The already high public deficit has hardly budged during the crisis. The support plan, focused on the most disadvantaged members of society and the most affected sectors, was limited in size (less than 2% of GDP) by the lack of room for manoeuvre. It was mitigated by cuts to current expenditure and continued tax administration reforms. Interest on debt was already the largest expenditure item, absorbing nearly half of the meagre public revenues, and subsidies were second with 22%. Nevertheless, the substantial public debt has increased, but its non-resident and foreign currency portions account for 29% and 27% of the total, respectively. These are expected to increase with international financing. Moreover, the domestic debt became less onerous after the central bank cut its policy rate by 450 bps in 2020 to 8.25%. Although the last 12-month IMF programme with its USD 5.4 billion loan expired in June 2020, fiscal consolidation is resuming with the return of a rising primary surplus (i.e. excluding interest) and strong growth, but constrained by the high cost of debt. A medium-term revenue strategy defined with the IMF should ensure that consolidation does not obliterate the necessity to raise insufficient health, education and social protection expenses.

The moderate current account deficit slightly narrowed in the crisis’ climax.
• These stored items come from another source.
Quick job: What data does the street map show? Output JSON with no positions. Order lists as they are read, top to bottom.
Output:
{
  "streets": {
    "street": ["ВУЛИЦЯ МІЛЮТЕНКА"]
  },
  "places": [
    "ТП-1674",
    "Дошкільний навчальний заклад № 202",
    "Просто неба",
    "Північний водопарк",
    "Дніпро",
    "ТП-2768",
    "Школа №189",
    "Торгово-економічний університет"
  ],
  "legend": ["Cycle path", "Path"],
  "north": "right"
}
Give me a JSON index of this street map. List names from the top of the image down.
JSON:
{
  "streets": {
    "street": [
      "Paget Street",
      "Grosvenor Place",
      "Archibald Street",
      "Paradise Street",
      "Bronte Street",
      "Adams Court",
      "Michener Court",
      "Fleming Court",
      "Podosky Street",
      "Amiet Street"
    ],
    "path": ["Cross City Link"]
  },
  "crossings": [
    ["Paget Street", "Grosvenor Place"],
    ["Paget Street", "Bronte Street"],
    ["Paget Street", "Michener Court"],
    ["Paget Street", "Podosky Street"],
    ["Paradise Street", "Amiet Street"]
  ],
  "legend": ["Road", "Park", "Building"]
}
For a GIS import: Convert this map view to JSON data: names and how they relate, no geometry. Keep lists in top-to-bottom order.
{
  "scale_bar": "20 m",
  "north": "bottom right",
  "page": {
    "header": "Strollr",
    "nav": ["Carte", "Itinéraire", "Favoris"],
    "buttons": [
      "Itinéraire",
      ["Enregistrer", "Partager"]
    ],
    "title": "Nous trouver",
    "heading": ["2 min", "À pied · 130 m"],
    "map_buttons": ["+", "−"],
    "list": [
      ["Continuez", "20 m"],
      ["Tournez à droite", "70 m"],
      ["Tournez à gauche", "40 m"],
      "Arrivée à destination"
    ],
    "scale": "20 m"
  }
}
The large trade deficit (12.6% of GDP in 2019) shrank as the decline in imports (oil, capital and intermediate goods) outweighed that of exports. The surpluses in transfers (8%) and services (4%) decreased in line with expatriate remittances and tourism. Canal revenues resisted with the implementation of environmental standards encouraging shippers to abandon the Cape route. Thereafter, the current account deficit widened, as tourism receipts continued to plunge, while food and medicine fed imports. In fiscal year 2022, it should start to reshrink on recovering tourism, higher gas exports, lower energy imports, and still dynamic Suez canal revenues and remittances. Besides official and commercial loans, portfolio investments (bonds) will continue to finance the deficit, fuelling moderate external debt (36% of GDP). In this regard, the central bank is maintaining a prudent policy, offering high real rates, even if this means causing the pound to be slightly overvalued. Reserves are maintained at about six months of imports despite market injections. Regardless of the floating exchange rate introduced in 2016, the Egyptian pound has been quite stable.

 

Concentration of power

Re-elected with 97% of the vote in 2018, President Abdel Fattah al-Sissi saw his powers strengthened after the 2019 referendum led to the adoption of constitutional amendments including the extension of the presidential term from four to six years and allowing him to run for a third consecutive term in 2024. The referendum also gave the president control over judicial appointments and strengthened the role of the army. Elections to both houses of parliament in 2020 confirmed, albeit with a turnout below 30%, the dominant position of the Future of the Nation Party, which is close to the president. Externally, the Egyptian regime retains a pivotal role in regional stability and the fight against terrorism, enabling it to maintain close relations with Europe and the United States, but also with the United Arab Emirates and Saudi Arabia. Following the construction of the Grand Renaissance Dam, relations with Ethiopia continue to stumble on questions related to sharing water from the Nile, on which about 90% of Egypt’s drinking water supply depends. Relations with Turkey have been strained over Libya and gas development in the eastern Mediterranean.